* **Task description**
Say, as a bare number, how many lines of the listing contain "Right".

(Material provided begins)

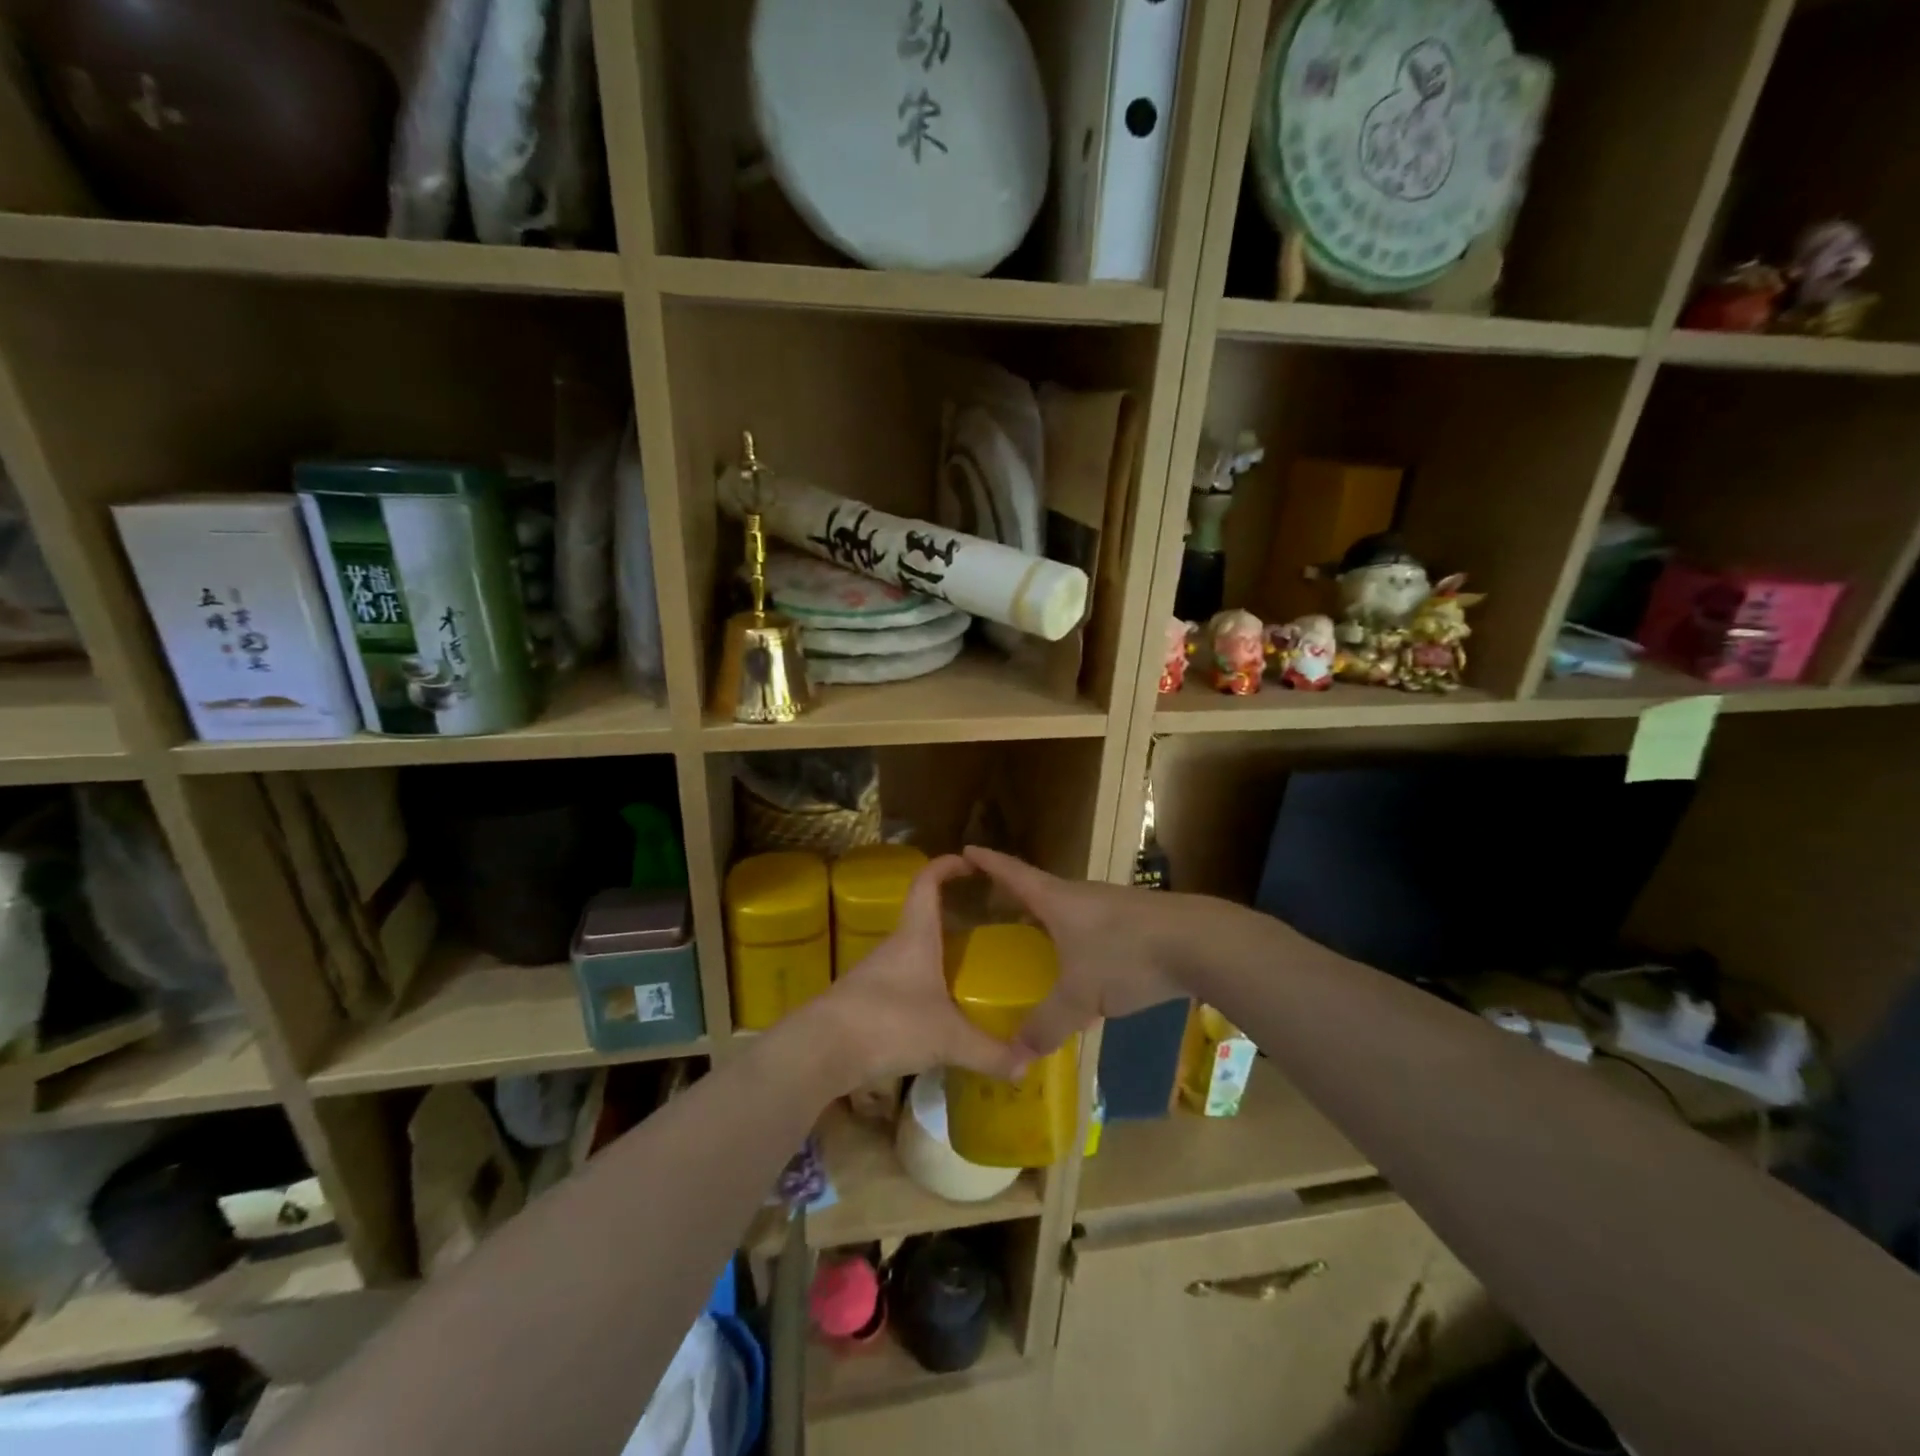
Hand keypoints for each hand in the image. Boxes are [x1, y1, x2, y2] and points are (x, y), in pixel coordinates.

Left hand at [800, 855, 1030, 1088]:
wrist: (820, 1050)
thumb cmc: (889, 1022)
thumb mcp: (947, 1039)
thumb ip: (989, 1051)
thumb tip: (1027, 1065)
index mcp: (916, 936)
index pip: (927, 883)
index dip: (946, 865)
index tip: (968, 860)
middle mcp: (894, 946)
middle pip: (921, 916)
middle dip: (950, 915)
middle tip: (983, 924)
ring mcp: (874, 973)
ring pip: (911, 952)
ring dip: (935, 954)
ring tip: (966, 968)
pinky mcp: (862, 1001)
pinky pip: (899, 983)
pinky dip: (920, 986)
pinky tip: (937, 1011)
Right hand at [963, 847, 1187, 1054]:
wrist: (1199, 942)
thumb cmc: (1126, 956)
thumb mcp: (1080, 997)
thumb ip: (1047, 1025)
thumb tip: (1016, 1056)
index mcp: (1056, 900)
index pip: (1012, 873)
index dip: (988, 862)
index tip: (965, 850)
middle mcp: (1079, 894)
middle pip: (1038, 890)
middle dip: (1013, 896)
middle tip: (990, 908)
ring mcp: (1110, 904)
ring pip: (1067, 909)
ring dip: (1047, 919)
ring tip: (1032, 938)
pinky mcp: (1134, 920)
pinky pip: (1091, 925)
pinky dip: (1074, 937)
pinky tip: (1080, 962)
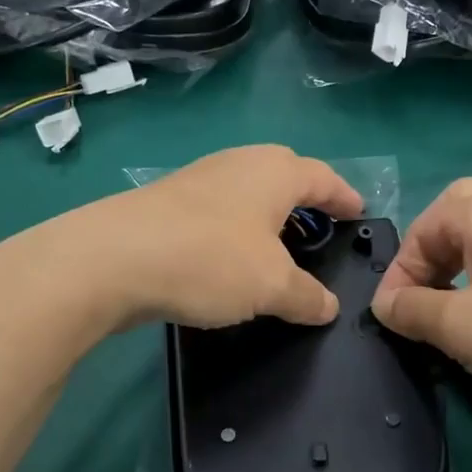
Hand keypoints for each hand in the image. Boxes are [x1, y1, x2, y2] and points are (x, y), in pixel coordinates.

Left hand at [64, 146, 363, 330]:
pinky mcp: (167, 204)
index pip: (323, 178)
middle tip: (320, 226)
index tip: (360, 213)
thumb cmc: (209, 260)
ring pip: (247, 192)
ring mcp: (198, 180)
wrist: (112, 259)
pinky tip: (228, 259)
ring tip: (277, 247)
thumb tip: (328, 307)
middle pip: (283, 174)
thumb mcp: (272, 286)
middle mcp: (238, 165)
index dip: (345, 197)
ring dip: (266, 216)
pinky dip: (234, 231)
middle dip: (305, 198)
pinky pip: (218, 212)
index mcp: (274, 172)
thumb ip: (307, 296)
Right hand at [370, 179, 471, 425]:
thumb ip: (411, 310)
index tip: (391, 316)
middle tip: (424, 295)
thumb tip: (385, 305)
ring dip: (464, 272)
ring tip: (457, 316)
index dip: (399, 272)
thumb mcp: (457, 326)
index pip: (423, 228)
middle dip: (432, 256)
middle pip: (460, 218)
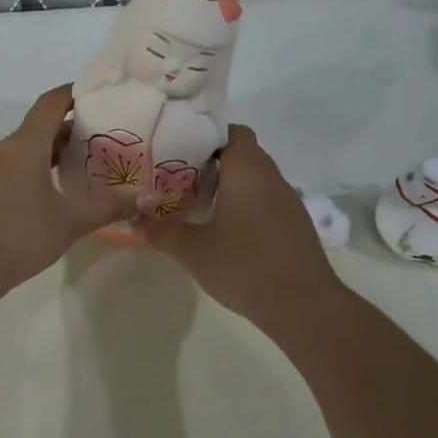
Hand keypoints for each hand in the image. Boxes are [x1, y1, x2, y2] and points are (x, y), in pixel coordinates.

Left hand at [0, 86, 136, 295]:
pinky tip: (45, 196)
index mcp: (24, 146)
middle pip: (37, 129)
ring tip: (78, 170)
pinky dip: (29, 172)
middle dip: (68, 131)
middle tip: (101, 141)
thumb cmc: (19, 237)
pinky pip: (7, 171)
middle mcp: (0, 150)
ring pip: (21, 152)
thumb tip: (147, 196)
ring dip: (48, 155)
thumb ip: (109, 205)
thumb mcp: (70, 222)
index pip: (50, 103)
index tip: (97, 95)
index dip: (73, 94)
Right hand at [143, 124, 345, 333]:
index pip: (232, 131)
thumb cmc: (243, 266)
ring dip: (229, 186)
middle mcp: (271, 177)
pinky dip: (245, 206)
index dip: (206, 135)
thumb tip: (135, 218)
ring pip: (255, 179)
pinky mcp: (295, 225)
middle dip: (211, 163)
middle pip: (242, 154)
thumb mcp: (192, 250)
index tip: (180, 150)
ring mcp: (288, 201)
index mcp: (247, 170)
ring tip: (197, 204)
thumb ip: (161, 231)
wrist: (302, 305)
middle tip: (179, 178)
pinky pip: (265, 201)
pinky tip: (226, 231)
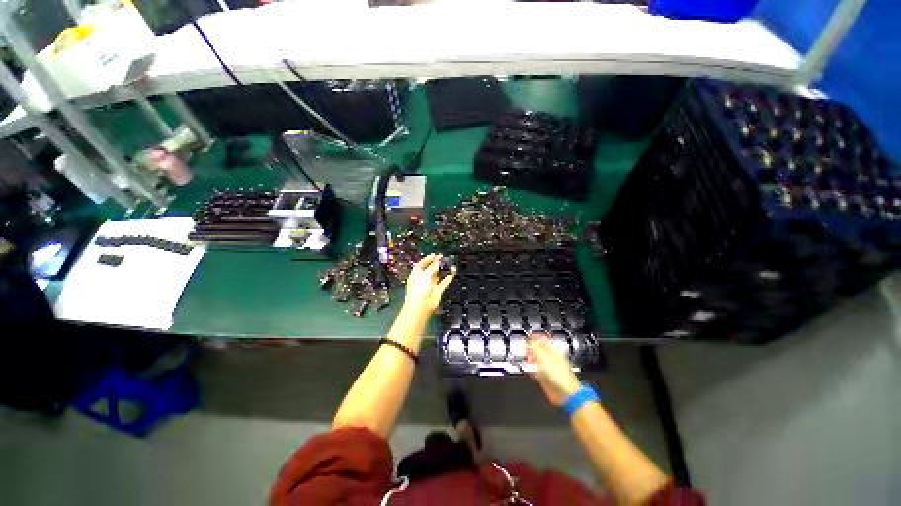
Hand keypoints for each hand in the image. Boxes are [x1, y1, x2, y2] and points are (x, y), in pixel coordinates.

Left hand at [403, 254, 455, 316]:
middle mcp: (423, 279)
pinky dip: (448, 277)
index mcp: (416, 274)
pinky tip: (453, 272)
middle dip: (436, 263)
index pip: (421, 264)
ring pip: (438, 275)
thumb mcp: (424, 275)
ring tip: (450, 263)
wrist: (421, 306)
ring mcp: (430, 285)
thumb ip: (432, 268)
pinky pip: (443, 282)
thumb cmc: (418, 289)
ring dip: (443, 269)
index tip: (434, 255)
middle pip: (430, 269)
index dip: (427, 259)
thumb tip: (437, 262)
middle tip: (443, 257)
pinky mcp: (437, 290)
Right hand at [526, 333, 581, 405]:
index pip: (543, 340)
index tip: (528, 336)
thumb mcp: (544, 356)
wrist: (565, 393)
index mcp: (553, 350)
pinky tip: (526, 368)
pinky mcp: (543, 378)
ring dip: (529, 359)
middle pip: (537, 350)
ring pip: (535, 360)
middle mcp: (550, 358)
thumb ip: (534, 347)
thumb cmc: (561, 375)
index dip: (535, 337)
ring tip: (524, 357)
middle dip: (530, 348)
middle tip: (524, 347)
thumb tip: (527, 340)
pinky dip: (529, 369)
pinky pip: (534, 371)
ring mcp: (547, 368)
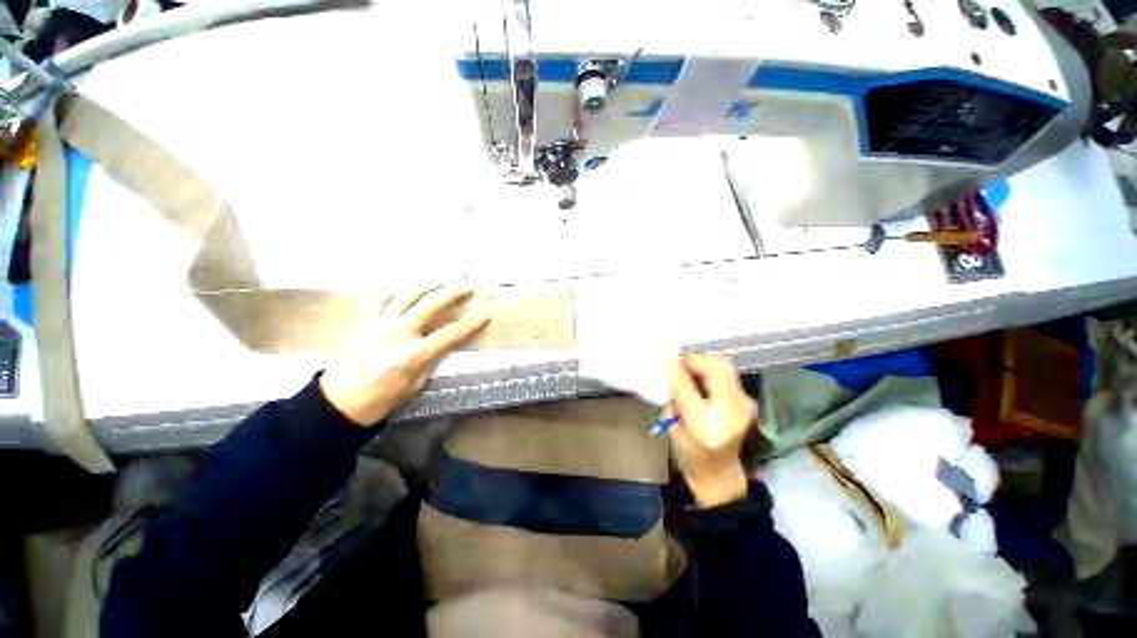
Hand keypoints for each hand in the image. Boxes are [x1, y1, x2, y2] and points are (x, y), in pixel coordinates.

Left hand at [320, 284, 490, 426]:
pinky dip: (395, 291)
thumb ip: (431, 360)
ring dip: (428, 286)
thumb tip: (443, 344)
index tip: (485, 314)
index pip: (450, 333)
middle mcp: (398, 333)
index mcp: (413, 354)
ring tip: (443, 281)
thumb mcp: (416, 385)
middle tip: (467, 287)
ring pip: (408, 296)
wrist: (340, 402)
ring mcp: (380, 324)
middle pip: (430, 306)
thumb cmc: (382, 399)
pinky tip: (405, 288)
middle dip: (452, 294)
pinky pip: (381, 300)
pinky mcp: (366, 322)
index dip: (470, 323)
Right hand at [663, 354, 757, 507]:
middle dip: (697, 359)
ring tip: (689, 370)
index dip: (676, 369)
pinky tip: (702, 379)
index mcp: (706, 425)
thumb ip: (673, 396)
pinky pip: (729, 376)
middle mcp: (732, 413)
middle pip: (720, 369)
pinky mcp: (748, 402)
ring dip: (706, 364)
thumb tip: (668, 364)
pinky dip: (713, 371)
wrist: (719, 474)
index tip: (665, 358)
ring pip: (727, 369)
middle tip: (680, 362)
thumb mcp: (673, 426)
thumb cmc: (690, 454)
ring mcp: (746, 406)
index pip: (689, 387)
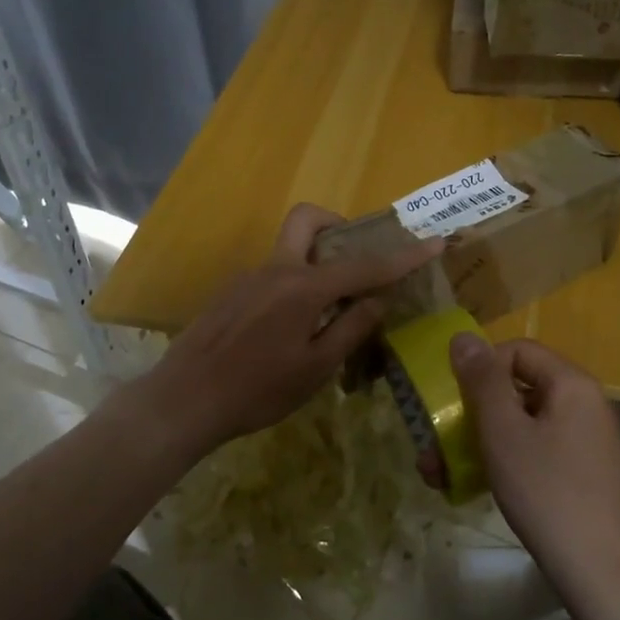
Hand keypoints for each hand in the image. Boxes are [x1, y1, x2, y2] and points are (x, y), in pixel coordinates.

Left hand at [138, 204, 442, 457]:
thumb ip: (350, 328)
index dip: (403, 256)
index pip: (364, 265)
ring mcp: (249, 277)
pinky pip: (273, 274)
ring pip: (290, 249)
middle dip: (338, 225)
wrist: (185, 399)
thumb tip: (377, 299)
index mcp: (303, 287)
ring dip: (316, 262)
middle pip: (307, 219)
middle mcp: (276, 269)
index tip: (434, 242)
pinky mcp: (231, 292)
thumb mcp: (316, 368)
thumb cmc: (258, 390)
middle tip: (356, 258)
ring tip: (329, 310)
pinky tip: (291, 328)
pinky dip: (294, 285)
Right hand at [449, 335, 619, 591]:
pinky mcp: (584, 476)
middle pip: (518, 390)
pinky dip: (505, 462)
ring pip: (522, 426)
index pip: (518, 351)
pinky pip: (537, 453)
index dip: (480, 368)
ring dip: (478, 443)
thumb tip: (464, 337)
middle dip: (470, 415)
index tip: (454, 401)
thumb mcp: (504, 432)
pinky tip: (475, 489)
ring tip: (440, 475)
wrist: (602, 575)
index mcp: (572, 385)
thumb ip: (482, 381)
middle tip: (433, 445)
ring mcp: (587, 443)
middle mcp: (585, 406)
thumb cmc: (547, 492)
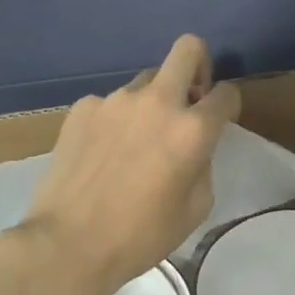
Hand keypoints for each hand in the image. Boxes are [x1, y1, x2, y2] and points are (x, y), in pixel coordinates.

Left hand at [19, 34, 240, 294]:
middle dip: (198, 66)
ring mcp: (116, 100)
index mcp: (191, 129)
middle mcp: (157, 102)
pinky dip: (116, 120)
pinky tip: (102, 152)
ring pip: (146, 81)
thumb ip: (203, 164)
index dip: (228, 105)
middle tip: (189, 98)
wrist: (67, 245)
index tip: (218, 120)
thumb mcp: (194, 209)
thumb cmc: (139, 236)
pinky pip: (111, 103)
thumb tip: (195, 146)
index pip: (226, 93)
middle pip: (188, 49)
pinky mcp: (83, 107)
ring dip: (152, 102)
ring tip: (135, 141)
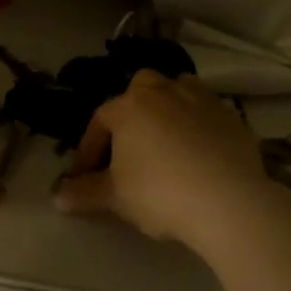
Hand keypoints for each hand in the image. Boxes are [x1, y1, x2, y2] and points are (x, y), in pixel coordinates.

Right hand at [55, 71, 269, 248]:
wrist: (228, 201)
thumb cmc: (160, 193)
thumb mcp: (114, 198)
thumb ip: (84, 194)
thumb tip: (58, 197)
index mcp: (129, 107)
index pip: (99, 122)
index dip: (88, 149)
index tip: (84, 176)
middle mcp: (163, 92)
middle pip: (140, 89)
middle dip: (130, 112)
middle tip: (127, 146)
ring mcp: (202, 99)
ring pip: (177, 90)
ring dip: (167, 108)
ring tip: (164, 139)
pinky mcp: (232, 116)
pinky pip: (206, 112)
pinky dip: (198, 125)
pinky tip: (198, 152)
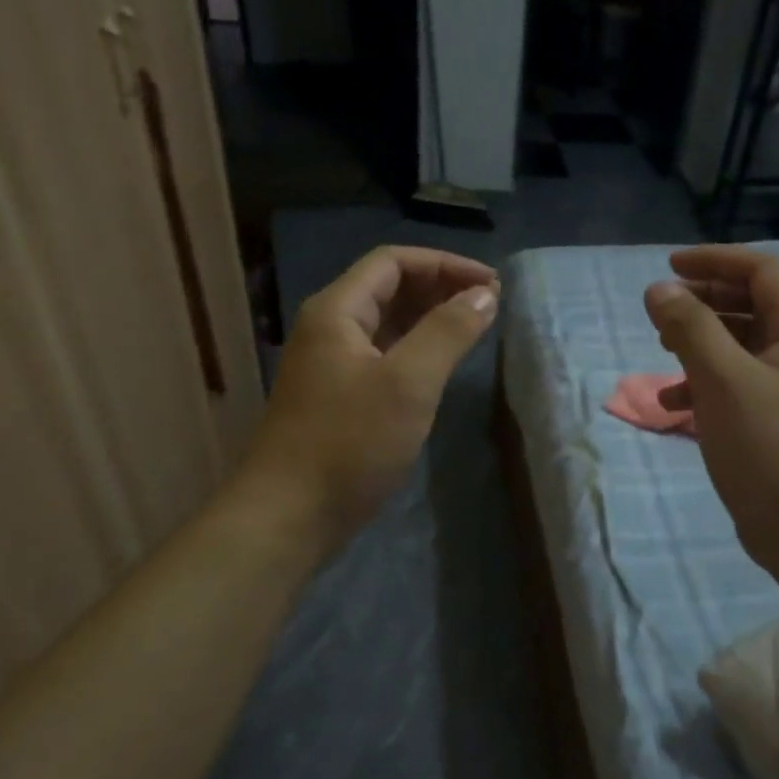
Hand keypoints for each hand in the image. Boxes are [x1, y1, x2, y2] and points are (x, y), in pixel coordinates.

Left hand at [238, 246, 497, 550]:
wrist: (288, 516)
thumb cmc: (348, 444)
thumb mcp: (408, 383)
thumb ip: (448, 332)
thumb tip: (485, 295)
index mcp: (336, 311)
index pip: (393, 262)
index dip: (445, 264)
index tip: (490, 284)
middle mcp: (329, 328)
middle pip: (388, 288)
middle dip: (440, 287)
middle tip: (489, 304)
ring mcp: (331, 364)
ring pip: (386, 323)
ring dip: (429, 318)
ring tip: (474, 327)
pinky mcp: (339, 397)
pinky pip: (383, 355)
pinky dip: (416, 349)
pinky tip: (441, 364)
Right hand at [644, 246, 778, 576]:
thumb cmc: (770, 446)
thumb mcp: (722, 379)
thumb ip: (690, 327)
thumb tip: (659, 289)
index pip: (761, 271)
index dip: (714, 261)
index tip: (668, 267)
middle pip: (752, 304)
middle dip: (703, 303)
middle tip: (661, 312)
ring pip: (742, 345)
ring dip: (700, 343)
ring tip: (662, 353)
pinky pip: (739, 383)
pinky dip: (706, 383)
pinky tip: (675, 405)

(Material provided ends)

* **Exercise output**
8